# inconsistent training/validation loss when using Caffe library to resume training with snapshots

As we know, Caffe supports resuming training when the snapshot is given. An explanation of Caffe's training continuation scheme can be found here. However, I found the training loss and validation loss is inconsistent. I gives the following example to illustrate my point. Suppose, I am training a neural network with maximum iteration 1000, and every 100 training iteration it will keep a snapshot.
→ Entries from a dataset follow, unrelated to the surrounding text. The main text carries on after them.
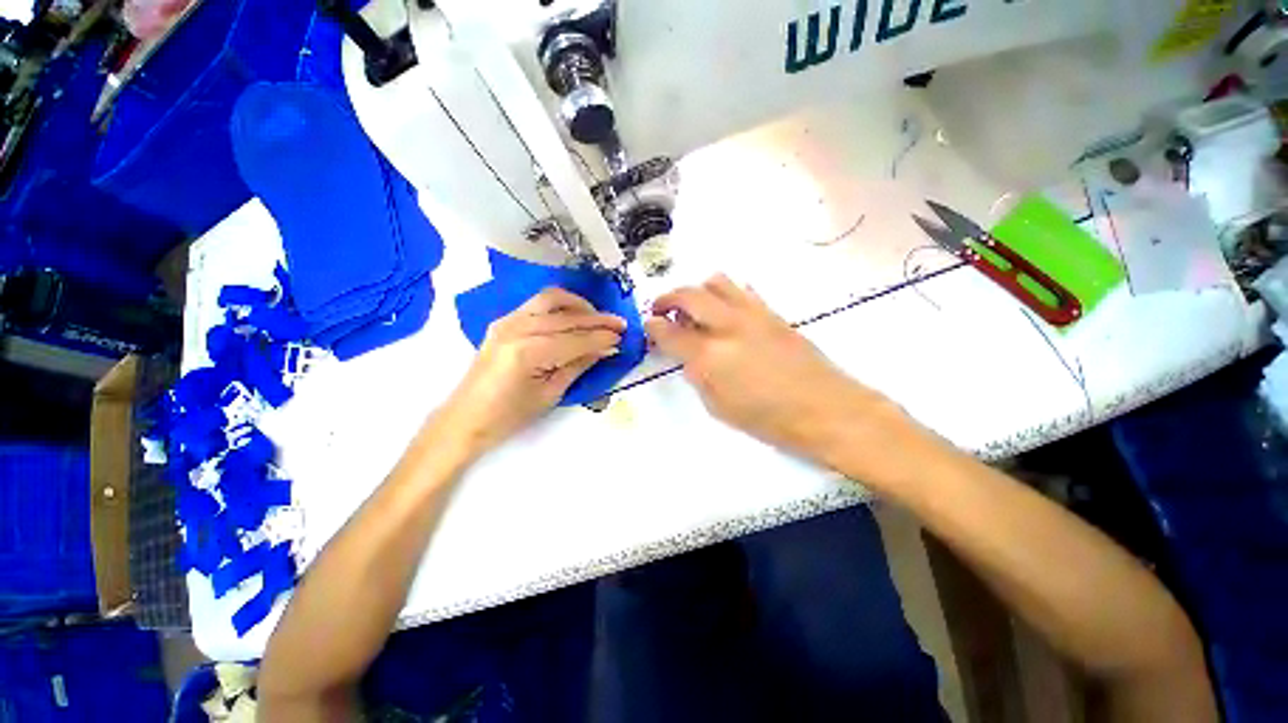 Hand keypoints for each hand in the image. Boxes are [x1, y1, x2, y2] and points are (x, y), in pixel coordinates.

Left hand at [435, 288, 624, 458]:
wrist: (466, 417)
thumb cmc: (510, 415)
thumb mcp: (551, 394)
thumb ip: (579, 365)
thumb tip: (606, 348)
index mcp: (529, 352)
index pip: (576, 339)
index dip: (602, 337)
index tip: (623, 338)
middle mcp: (517, 328)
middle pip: (567, 316)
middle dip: (597, 319)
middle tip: (620, 324)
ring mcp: (507, 320)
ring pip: (552, 300)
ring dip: (579, 305)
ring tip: (598, 317)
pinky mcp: (504, 320)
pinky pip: (538, 303)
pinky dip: (561, 306)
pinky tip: (574, 316)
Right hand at [645, 276, 891, 456]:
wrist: (825, 409)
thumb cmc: (770, 420)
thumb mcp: (720, 408)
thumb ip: (698, 376)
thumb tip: (689, 356)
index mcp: (710, 356)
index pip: (669, 331)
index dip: (653, 328)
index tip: (649, 327)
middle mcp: (728, 326)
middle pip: (688, 294)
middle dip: (668, 298)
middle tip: (662, 310)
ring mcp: (752, 314)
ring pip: (716, 281)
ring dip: (697, 290)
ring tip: (694, 308)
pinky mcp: (772, 312)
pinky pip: (742, 290)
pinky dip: (724, 295)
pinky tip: (725, 313) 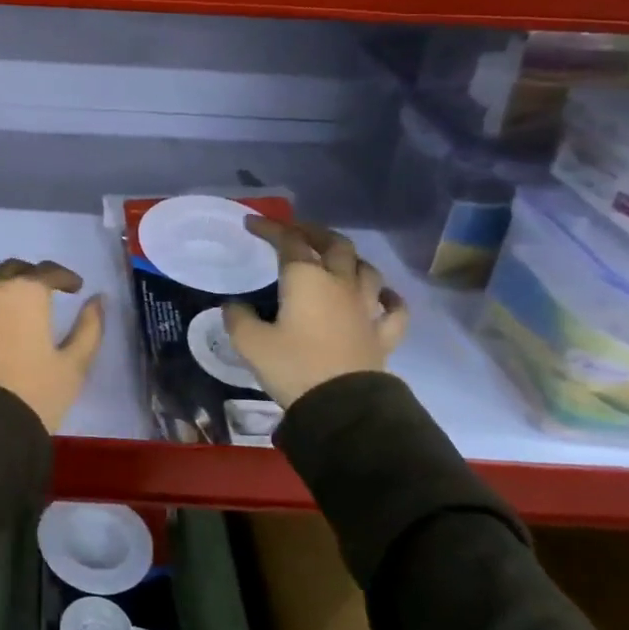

This is done using the following command:

```
caffe train -solver solver.prototxt
```

where the batch size is selected to be 64, and in solver.prototxt we have:

```
test_iter: 4
max_iter: 1000
snapshot: 100
display: 100
test_interval: 100
```

We select `test_iter=4`

carefully so that it will perform testing on nearly all the validation dataset (there are 284 validation samples, a little larger than 4*64).

This will gives us a list of .caffemodel and .solverstate files. For example, we may have solver_iter_300.solverstate and solver_iter_300.caffemodel. When generating these two files, we can also see the training loss (13.7466) and validation loss (2.9385).

Now, if we use the snapshot solver_iter_300.solverstate to continue training:

```
caffe train -solver solver.prototxt -snapshot solver_iter_300.solverstate
```

We can see the training loss and validation loss are 12.6 and 2.99 respectively. They are different from before. Any ideas? Thanks.